I am invested in developing a creative community as well as building long-term relationships that are committed to working collaboratively.  I am interested in exploring and learning from other creative practitioners to develop ideas through dialogue as well as finding new approaches and practices for working collaboratively. I find participatory practices that are socially and politically engaged to be de-alienating, playful and humanizing.

 

The negotiating process with the curator and gallery revealed an interest in inviting an audience to be a part of the performance.
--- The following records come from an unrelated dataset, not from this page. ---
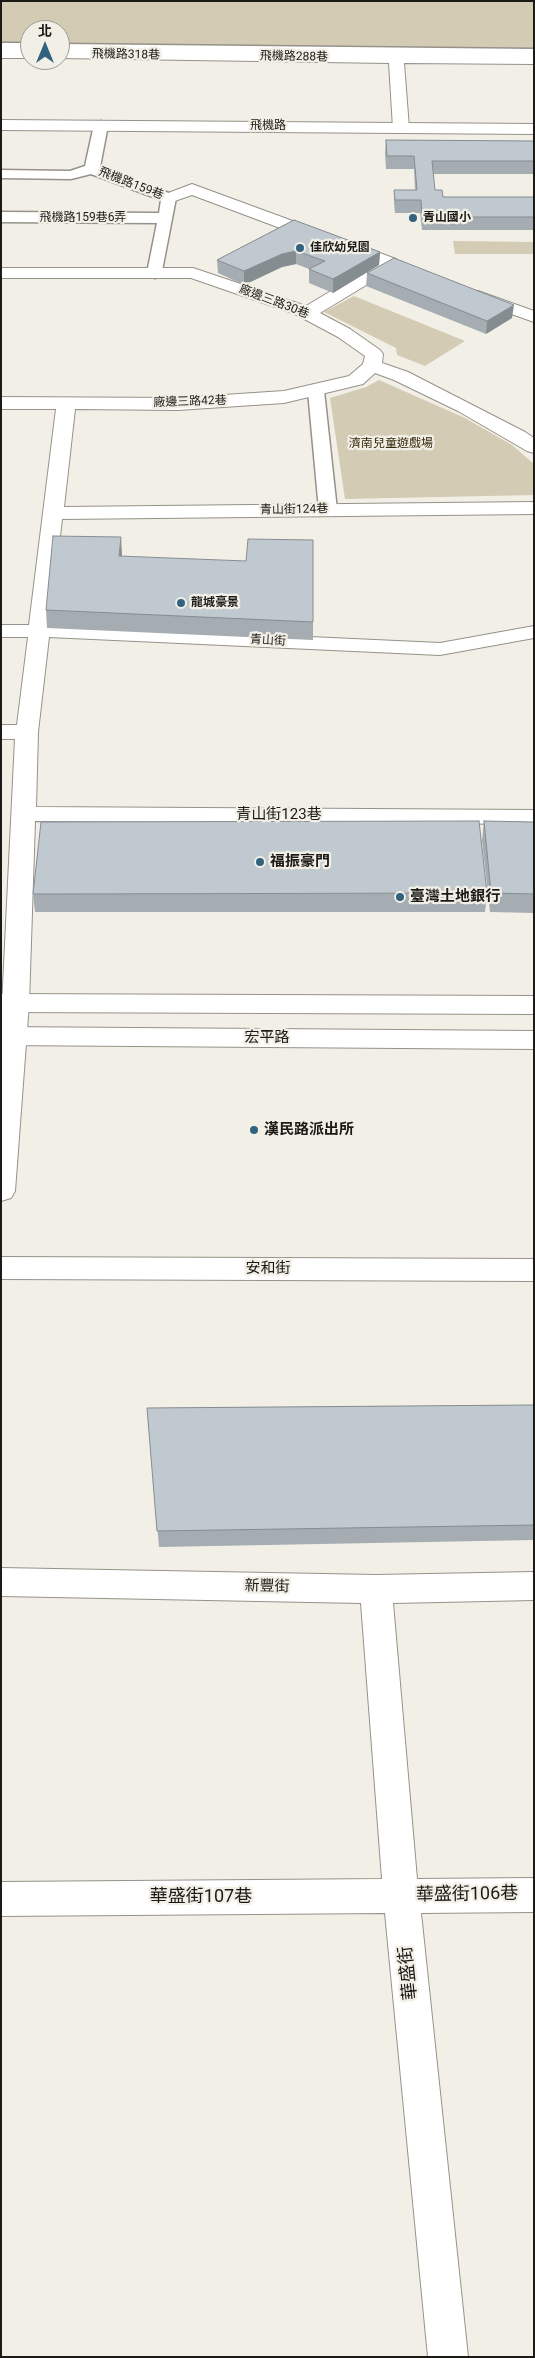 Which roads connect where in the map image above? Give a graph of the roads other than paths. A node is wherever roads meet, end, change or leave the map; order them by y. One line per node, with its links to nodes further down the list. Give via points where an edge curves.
1 (1, 47): 2 (lane)
2 (20, 47)
3 (70, 48): 7 (lane)
4 (1, 54): 5 (street)
5 (20, 54)
6 (70, 54): 8 (street, 飛機路318巷)
7 (534, 54)
8 (192, 56): 9 (street, 飛機路288巷)
9 (396, 59): 10 (street, 飛機路288巷); 13 (street)
10 (534, 60)
11 (1, 125): 12 (street, 飛機路)
12 (101, 125): 13 (street, 飛機路); 15 (lane, 飛機路159巷)
13 (401, 128): 14 (street, 飛機路)
14 (534, 129)
15 (92, 169): 16 (lane, via 71,175); 17 (lane, 飛機路159巷)
16 (1, 174)
17 (169, 198): 19 (lane, 飛機路159巷); 20 (street, via 192,189)
18 (1, 217): 19 (lane, 飛機路159巷6弄)
19 (164, 218): 23 (lane, 飛機路159巷)
20 (390, 263): 21 (street); 25 (street)
21 (408, 270)
22 (1, 273): 23 (street, 廠邊三路30巷)
23 (155, 273): 25 (street, 廠邊三路30巷, via 193,273)
24 (464, 291): 26 (street)
25 (306, 314): 27 (street, 廠邊三路30巷, via 344,333 374,354)
26 (534, 317)
27 (372, 366): 28 (street, 廠邊三路42巷, via 356,380); 31 (street, via 402,376 466,407)
28 (316, 392): 30 (street, 廠邊三路42巷, via 284,398 178,404); 33 (lane)
29 (1, 404): 30 (street, 廠邊三路42巷)
30 (66, 404): 34 (street)
31 (534, 447)
32 (534, 508): 33 (street, 青山街124巷)
33 (328, 510): 34 (street, 青山街124巷)
34 (54, 513): 36 (street)
35 (1, 631): 36 (street, 青山街)
36 (41, 631): 37 (street, 青山街, via 440,649); 39 (street)
37 (534, 632)
38 (1, 732): 39 (street)
39 (27, 732): 40 (street)
40 (24, 814): 41 (street, 青山街123巷); 42 (street)
41 (534, 817)
42 (12, 854): 43 (street)
43 (9, 1003): 44 (street); 45 (street)
44 (534, 1005)
45 (8, 1036): 46 (street, 宏平路); 47 (street)
46 (534, 1040)
47 (1, 1191)
48 (1, 1268): 49 (street, 安和街)
49 (534, 1270)
50 (1, 1582): 52 (street, 新豐街)
51 (534, 1586): 52 (street, 新豐街)
52 (376, 1589): 54 (street, 華盛街)
53 (534, 1894): 54 (street, 華盛街106巷)
54 (401, 1896): 55 (street, 華盛街107巷); 56 (street, 華盛街)
55 (1, 1899)
56 (448, 2357)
I was hesitant about including an audience for many reasons, including questions related to the Gaze and Insider/Outsider, but after much deliberation I decided to be open to experimentation.

 

Dena Al-Adeeb, The Taste of Displacement, 2014.
Dena Al-Adeeb, The Taste of Displacement, 2014.

 

Dena Al-Adeeb, The Taste of Displacement, 2014.
Dena Al-Adeeb, The Taste of Displacement, 2014.

 

About the author

Dena Al-Adeeb

Dena Al-Adeeb is an artist, writer, and scholar-activist born in Baghdad, Iraq and is currently based in New York. Dena is a Visiting Instructor in the Humanities and Media Studies Department and Pratt School of Architecture at the Pratt Institute. She is also an Adjunct Faculty in the Media, Culture and Communication Department at New York University. Dena is a Ph.D. candidate in the Middle Eastern and Islamic Studies Department, Culture and Representation track with a focus in Arts Politics at New York University.

 

Her art work takes on varied practices including performance, installation, video, photography, drawing, sculpture, painting, sound, and writing. Her work has been exhibited internationally at such places as the Arab American National Museum, Museum of Tunisia, Museum of Latin American Art, Light Work Gallery, Headlands Center for the Arts, Worth Ryder Gallery at the University of California-Berkeley, MECA at Mana Contemporary, Art 13: London: Modern and Contemporary Art Fair, The National Veterans Art Museum, Örebro International Videoart Festival, Darb 1718, Falaki Gallery, Mashrabia Gallery, Espcase Karim Francis Gallery, Bastakiya Art Fair, Galerie le Violon Bleu, among others. Dena has been a resident artist at Light Work and Mana Contemporary in New York.

 

Dena's work has been published in Journal of Middle East Women's Studies, Alif: Journal of Comparative Poetics, Arab and Arab American Feminisms: Gender, Violence and Belonging, We Are Iraqis: Aesthetics and Politics in a Time of War Anthology, Encyclopedia of Women and Islamic Cultures, The Color of Violence Anthology, Contemporary Practices Journal, Art Dubai Journal, Kritiker Literary Journal, Hysteria: Hysterical Feminisms Periodical, Contact Sheet, Light Work Annual 2011, Jadaliyya, among others.